Records provided:
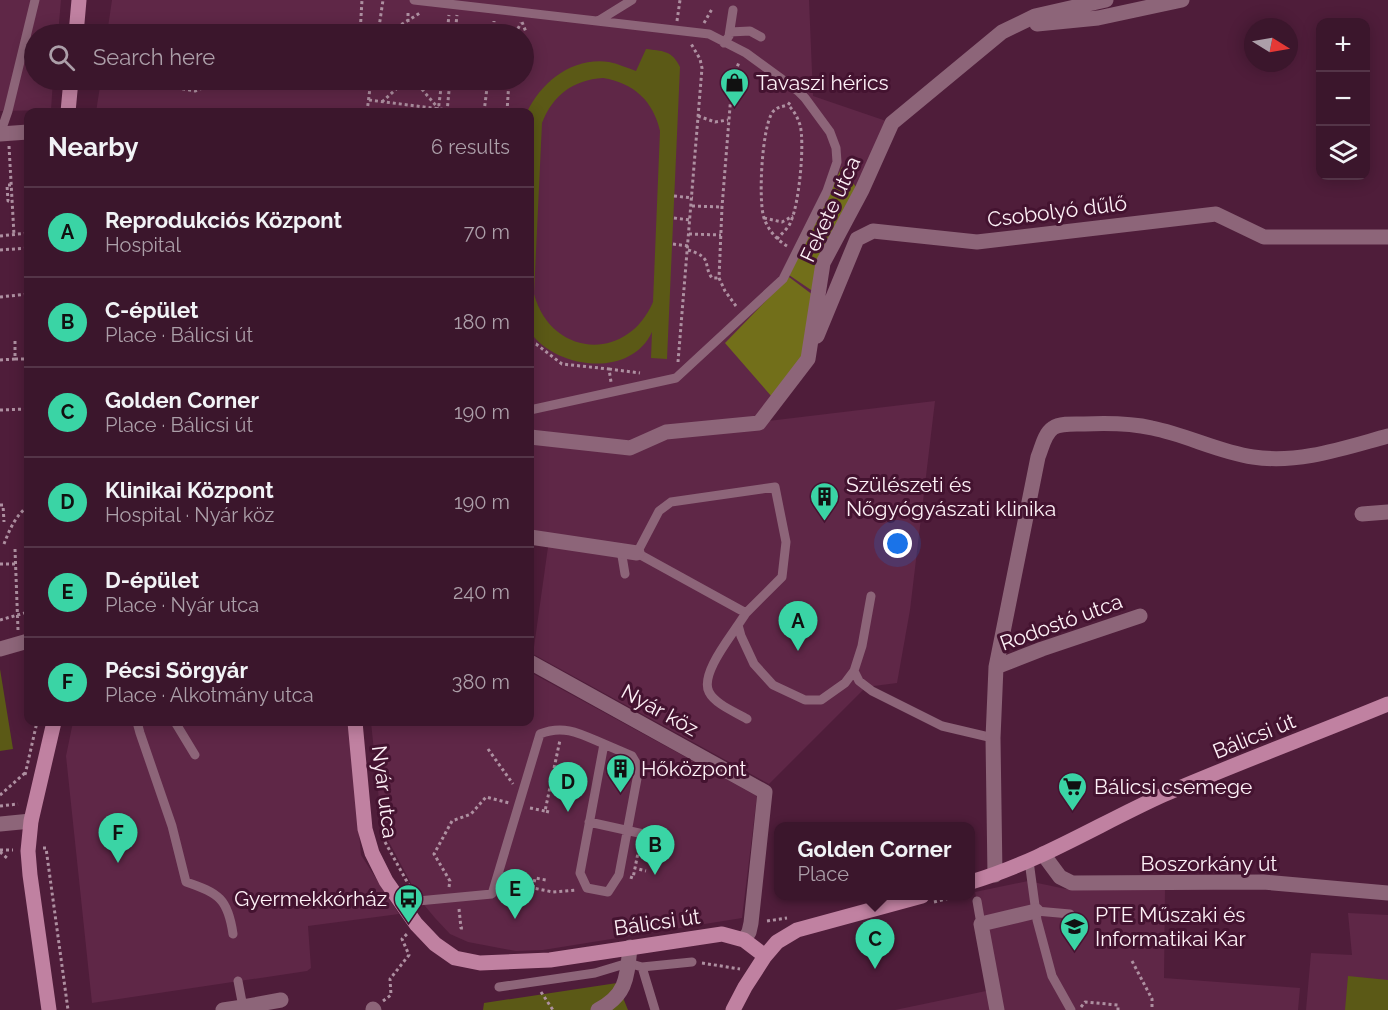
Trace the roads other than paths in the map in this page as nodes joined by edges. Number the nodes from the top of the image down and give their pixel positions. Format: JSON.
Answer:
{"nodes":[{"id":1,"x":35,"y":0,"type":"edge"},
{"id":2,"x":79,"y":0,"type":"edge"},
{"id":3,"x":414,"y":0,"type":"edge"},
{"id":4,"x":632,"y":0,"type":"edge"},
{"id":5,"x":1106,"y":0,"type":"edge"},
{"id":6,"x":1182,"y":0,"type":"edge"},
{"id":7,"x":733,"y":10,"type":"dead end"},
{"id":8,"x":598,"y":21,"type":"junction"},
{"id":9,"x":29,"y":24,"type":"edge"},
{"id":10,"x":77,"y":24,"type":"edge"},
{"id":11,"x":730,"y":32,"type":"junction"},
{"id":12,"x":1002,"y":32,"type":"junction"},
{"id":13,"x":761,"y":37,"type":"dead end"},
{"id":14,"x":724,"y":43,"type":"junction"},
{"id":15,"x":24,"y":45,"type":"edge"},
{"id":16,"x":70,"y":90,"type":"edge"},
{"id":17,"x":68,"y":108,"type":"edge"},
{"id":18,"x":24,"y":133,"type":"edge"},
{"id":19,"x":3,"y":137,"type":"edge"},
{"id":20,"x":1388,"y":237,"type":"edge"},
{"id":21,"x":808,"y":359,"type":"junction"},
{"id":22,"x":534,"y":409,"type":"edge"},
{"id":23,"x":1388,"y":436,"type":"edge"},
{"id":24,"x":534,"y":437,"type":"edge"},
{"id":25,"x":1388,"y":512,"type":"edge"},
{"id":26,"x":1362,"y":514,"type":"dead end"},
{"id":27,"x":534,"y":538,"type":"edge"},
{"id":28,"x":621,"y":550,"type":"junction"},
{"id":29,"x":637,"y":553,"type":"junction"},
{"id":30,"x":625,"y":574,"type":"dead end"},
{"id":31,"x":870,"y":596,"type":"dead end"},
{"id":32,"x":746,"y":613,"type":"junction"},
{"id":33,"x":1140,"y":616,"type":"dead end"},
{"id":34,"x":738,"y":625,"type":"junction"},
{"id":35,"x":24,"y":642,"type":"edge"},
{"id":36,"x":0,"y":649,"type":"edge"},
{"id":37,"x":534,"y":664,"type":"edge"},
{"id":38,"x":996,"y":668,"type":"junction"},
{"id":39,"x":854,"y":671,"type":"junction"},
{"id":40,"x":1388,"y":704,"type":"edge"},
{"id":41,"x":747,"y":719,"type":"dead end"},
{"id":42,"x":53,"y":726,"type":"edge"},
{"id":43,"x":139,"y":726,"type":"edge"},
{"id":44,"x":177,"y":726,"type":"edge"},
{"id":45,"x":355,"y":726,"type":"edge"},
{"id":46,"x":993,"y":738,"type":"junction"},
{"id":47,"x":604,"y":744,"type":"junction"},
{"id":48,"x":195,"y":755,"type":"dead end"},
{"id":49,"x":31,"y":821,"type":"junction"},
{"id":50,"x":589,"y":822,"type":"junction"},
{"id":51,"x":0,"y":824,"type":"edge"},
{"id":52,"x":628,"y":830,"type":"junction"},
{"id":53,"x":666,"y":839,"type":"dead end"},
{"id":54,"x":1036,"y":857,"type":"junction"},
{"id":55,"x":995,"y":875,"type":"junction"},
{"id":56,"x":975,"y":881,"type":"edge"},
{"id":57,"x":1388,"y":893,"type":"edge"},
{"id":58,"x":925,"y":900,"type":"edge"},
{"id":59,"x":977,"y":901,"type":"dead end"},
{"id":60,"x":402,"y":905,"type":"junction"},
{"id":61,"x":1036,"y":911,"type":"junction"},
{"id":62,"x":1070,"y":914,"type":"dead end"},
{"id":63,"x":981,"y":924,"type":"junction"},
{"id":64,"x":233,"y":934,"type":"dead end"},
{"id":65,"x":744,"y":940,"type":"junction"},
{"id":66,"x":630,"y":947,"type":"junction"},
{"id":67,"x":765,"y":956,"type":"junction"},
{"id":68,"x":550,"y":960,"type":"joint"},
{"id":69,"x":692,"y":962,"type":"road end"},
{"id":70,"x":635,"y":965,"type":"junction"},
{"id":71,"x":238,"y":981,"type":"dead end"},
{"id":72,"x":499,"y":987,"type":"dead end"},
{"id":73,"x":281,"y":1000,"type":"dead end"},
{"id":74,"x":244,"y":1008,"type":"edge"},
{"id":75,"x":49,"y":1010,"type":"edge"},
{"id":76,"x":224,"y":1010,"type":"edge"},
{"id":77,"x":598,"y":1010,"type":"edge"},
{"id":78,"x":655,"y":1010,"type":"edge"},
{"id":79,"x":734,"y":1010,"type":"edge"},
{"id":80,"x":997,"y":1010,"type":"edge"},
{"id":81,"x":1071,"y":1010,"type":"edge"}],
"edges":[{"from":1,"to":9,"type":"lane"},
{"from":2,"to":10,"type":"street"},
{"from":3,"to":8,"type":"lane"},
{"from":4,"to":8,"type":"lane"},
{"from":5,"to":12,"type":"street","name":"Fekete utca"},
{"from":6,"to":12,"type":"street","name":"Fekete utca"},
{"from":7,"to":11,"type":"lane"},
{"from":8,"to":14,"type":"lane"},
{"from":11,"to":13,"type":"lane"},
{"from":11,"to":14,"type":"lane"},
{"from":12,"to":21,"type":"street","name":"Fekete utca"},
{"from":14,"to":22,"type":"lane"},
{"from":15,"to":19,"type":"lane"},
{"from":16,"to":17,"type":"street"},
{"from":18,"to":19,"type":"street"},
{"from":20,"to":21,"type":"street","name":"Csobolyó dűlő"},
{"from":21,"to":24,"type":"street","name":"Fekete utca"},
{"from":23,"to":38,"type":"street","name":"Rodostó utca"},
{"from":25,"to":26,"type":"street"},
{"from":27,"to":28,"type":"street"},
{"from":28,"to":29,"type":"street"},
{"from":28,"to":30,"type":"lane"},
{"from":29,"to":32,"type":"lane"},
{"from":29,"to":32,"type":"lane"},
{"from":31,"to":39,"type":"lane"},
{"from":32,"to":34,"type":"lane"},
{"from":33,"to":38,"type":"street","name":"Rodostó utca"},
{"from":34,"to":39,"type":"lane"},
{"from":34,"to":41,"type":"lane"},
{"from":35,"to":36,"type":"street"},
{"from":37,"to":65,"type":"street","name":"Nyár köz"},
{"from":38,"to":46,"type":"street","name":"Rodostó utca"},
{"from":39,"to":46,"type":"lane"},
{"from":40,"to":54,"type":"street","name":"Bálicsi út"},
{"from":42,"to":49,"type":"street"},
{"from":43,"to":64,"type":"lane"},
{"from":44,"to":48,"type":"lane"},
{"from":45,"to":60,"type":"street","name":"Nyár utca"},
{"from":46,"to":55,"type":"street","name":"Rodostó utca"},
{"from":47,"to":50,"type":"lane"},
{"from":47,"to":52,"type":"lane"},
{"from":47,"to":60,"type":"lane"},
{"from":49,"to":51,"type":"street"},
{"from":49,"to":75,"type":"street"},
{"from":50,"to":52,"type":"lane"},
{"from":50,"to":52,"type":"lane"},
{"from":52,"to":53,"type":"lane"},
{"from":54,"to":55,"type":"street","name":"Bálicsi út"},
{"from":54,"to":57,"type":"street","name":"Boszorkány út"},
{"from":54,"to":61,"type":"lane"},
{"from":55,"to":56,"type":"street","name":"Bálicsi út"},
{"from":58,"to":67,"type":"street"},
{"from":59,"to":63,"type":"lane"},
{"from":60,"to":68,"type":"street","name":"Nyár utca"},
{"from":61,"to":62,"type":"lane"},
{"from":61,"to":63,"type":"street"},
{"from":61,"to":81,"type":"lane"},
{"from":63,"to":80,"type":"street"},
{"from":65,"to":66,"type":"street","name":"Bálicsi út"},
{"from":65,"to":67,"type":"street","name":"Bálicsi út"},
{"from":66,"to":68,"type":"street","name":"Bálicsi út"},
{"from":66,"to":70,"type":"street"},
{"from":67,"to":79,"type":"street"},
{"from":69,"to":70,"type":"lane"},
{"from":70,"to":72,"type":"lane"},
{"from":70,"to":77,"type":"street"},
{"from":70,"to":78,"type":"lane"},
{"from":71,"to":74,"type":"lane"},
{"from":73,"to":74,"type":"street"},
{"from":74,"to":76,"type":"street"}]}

Assignment: Copy each line of the data that includes the word "Fekete".

Written answer:
{"from":5,"to":12,"type":"street","name":"Fekete utca"},
{"from":6,"to":12,"type":"street","name":"Fekete utca"},
{"from":12,"to":21,"type":"street","name":"Fekete utca"},
{"from":21,"to":24,"type":"street","name":"Fekete utca"},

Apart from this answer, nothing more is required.